It was billed as “Singapore vs Ramsay”; a supposed “test” as to see whether Singapore hawker food was worthy of a Michelin starred classification and/or recognition. Initial response was (and still continues to be) mixed, but the show went on as planned.
Of Eager Fans and Lingering Questions
With the rampant use of social media, it was no surprise that folks received and issued updates and news via their tablets and smartphones. Scores were reported to have turned up as early as 1am before the day of the event – which was mostly made up of young people (based on the numerous photos plastered by means of websites and social media, a safe guess-timate would be that most attendees were a starstruck and technologically-savvy/updated (and hungry) bunch – aged between 16 and 35).
In true Singaporean fashion, numerous other opinions, comments and criticisms came flying in at all angles; ranging from an upset hawker stall owner who claimed the “Hawker Heroes” event hurt his business, to social media posts (by home cooks, “foodies” and even professional chefs) where challenges and call outs were issued to the multi-Michelin starred chef, and everything else in between. Even before Gordon Ramsay landed in Singapore, there were questions asked as to whether a dish such as Chilli Crab could and should be classified under the hawker food umbrella – not to mention that the local Chilli Crab maestro chosen to fend off Gordon was a chef/CEO of his own restaurant, compared to the other shortlisted candidates who conducted their businesses mainly in hawker centres and coffee shops.
There was also the outrage as to why dishes of the ethnic minorities in Singapore were not featured in the event; such as nasi lemak and roti prata.

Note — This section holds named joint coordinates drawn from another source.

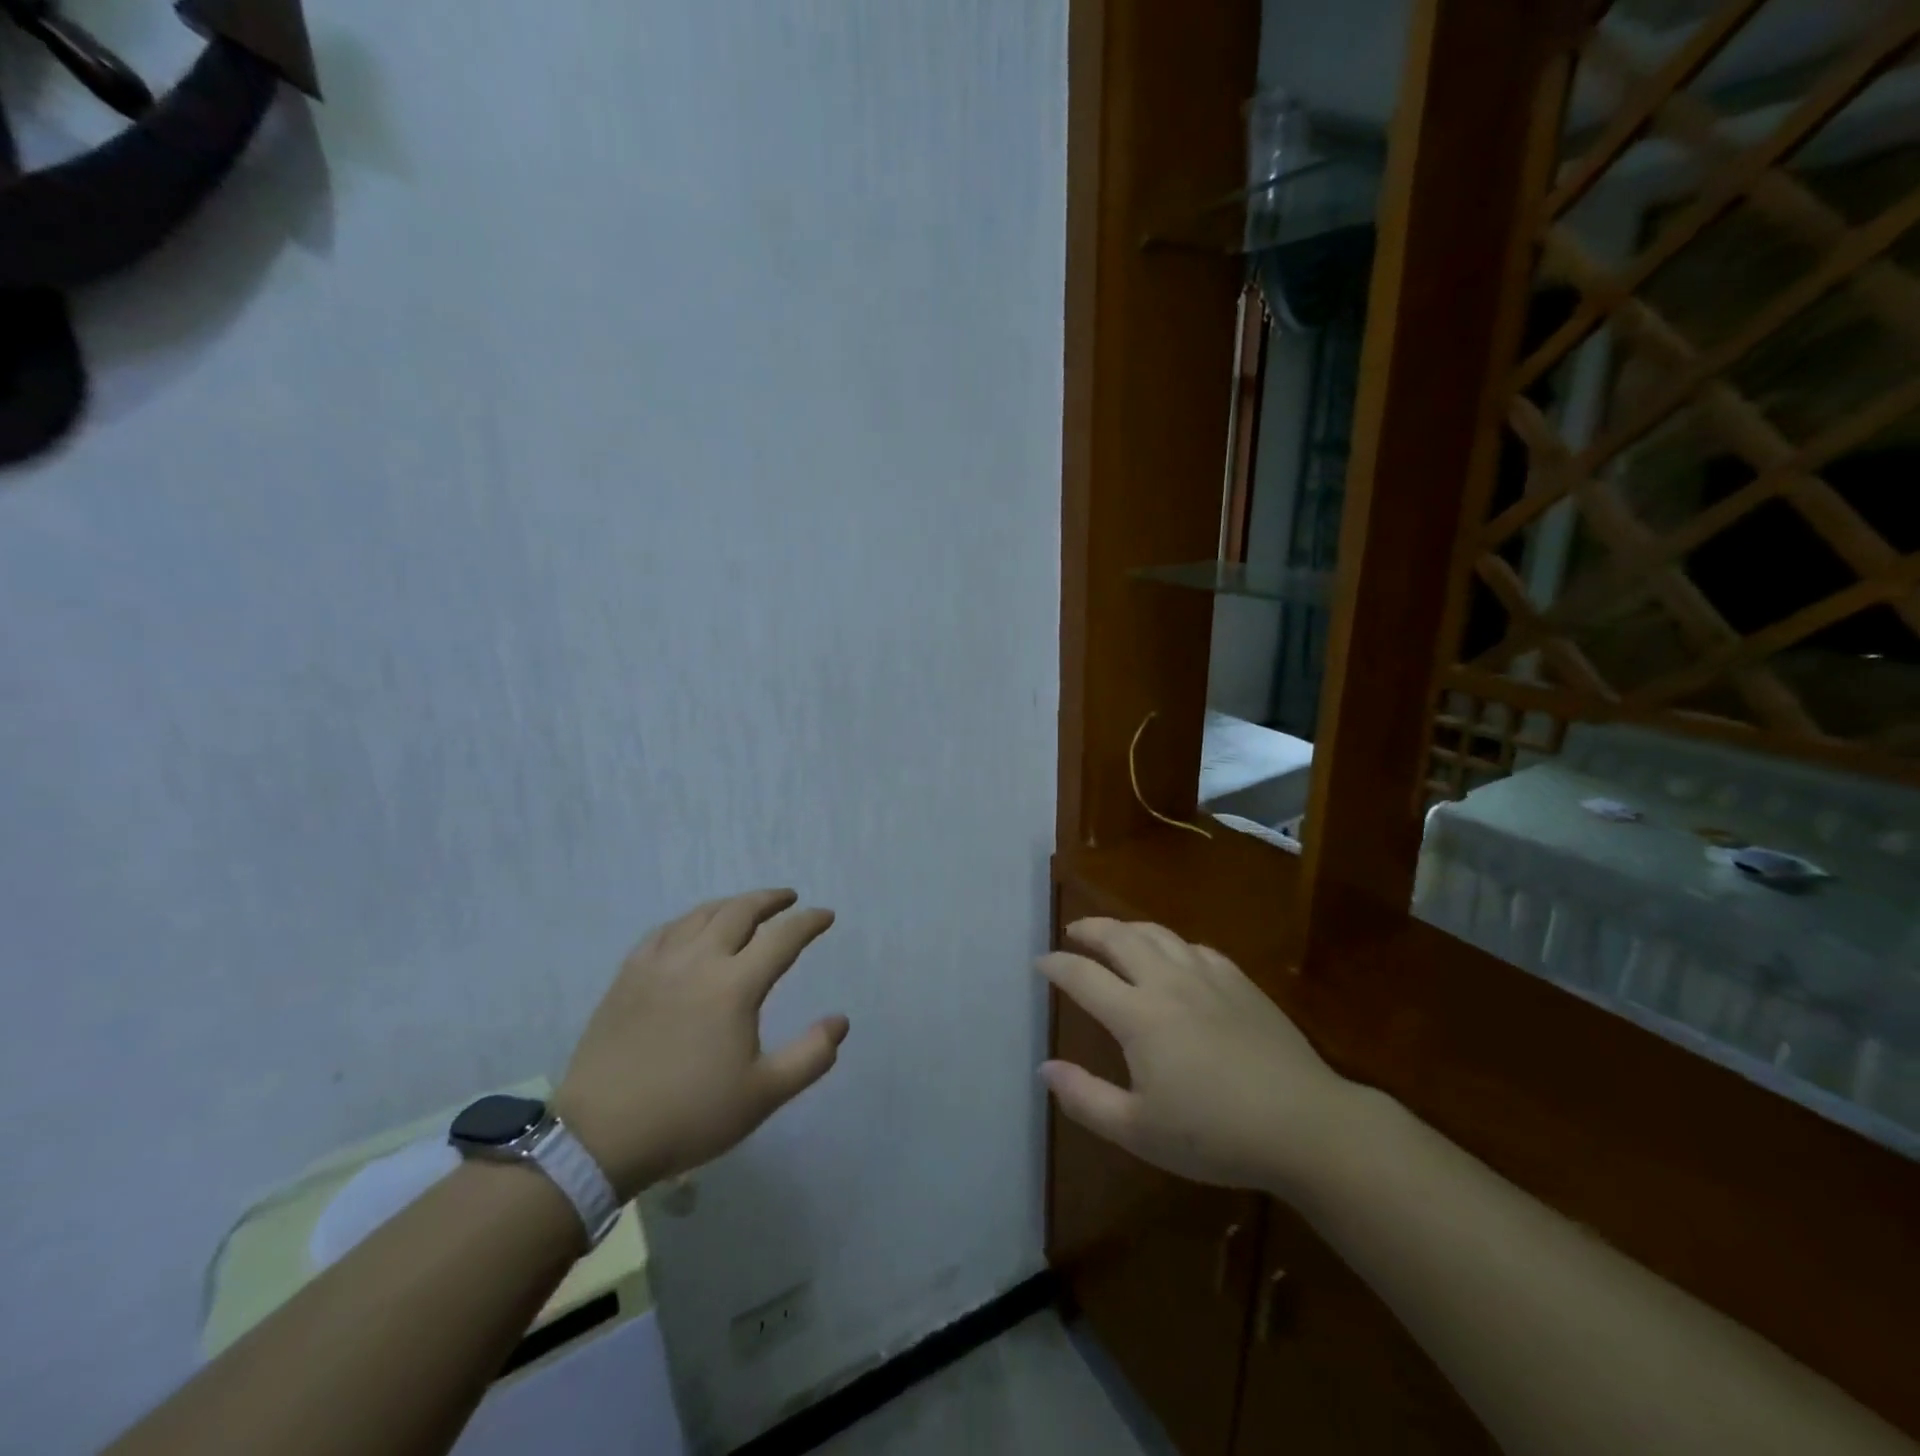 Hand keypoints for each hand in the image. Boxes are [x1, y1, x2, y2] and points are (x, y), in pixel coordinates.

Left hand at [556, 890, 848, 1199]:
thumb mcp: (763, 1095)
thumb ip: (810, 1056)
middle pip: (741, 911)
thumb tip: (841, 1021)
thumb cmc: (690, 1115)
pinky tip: (692, 928)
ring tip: (746, 907)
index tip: (825, 916)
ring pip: (701, 915)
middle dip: (771, 900)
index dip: (809, 922)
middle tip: (789, 899)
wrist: (600, 1137)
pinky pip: (665, 931)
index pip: (783, 938)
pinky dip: (689, 920)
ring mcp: (659, 964)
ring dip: (732, 904)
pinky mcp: (628, 975)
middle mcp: (699, 961)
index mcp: (735, 986)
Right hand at [1038, 919, 1360, 1195]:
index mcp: (1138, 1015)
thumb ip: (1085, 1098)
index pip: (1083, 976)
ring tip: (1115, 935)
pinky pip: (1196, 948)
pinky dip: (1172, 944)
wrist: (1304, 1125)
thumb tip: (1045, 1068)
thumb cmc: (1215, 1134)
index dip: (1056, 965)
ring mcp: (1207, 977)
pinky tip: (1175, 956)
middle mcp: (1167, 982)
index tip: (1040, 963)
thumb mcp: (1139, 1130)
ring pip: (1158, 934)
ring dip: (1128, 928)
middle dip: (1089, 930)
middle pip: (1119, 938)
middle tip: (1073, 933)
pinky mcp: (1240, 982)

Some chose to air their grief and discontent via the title sponsor’s official Facebook page for its alleged disregard and racial prejudice when it came to showcasing the dishes of a country which prides itself as a multi-racial nation.

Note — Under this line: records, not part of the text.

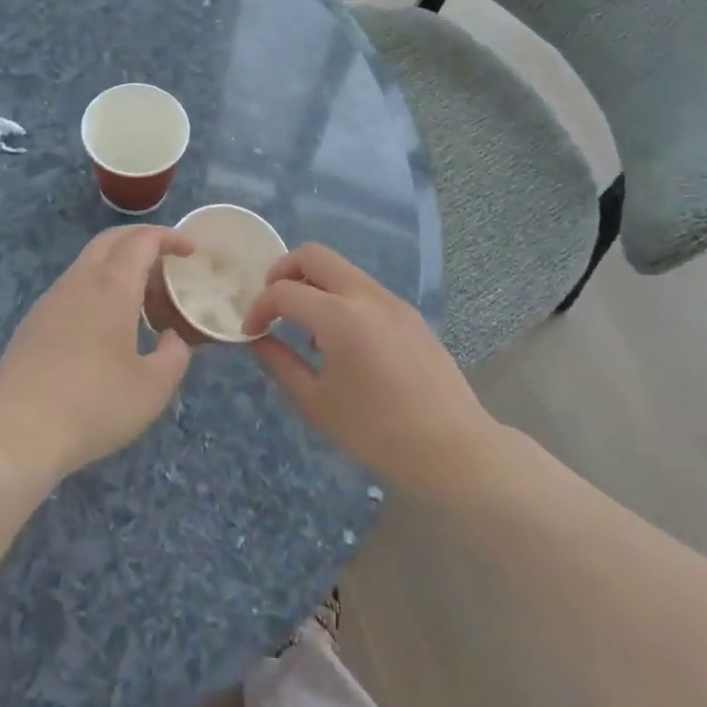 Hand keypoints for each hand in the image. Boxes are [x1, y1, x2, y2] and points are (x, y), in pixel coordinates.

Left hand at [0, 226, 195, 491]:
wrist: (18, 431)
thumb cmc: (94, 405)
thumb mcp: (152, 389)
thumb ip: (174, 356)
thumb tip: (172, 339)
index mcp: (112, 286)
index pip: (142, 241)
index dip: (169, 237)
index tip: (190, 250)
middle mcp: (79, 281)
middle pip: (110, 240)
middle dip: (140, 240)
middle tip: (166, 260)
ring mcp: (51, 299)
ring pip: (87, 262)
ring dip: (116, 264)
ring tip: (140, 296)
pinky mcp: (33, 322)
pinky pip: (71, 287)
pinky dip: (96, 287)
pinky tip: (104, 323)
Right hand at [242, 243, 502, 494]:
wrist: (455, 450)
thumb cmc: (379, 433)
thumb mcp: (317, 404)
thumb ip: (281, 364)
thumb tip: (259, 340)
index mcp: (340, 317)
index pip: (283, 291)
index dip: (259, 307)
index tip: (251, 332)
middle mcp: (366, 296)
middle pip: (313, 255)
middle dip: (282, 272)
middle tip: (272, 305)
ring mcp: (392, 302)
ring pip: (341, 268)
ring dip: (313, 284)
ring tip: (305, 327)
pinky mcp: (409, 314)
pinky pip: (363, 289)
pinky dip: (340, 297)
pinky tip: (341, 340)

So – they came, they ate, and they voted (via voting slips which were distributed to the first thousand in line at the Newton Food Centre). To cut the story short; the final score was 2 – 1 in favour of Singapore, with Gordon Ramsay scoring his only point by pipping his adversary in the Chilli Crab battle. Different people aired their opinions as to who or what went right and wrong; such as Dr Leslie Tay who provided a pretty comprehensive analysis of taste, techniques and handicaps. Ultimately, the deal is done and the show has ended. While I was not physically present at the Newton Hawker Centre to witness and/or taste the dishes prepared by Gordon Ramsay and his competitors (a.k.a. the “Hawker Heroes”), I echo Dr Tay’s sentiments by saying that many would agree the event was nothing more than a publicity stunt aimed at pushing people to support our local hawkers and their food – not to mention eating it. Despite this, the “Hawker Heroes” can heave a sigh of relief as a nation’s weight is lifted off their shoulders, and local self-proclaimed “foodies” celebrate with much delight in what is seen as a historical moment in Singapore gastronomy.
However, has the initial question – that triggered the idea of having this whole event in the first place – been answered? Definitely not, I say. To add to that, other questions now come to mind – questions such as; “What now?”, “What does this “victory” mean?”, and “Where do we go from here?”. In my opinion; through this event, we’ve only managed to prove (albeit almost entirely to Gordon Ramsay) that this little dot on the world map makes pretty darn good food. And that’s about it.
While the small (and rather indecisive) battle may have been won, the main (and much bigger) fight – on how to preserve a nation’s famed pastime – is far from over.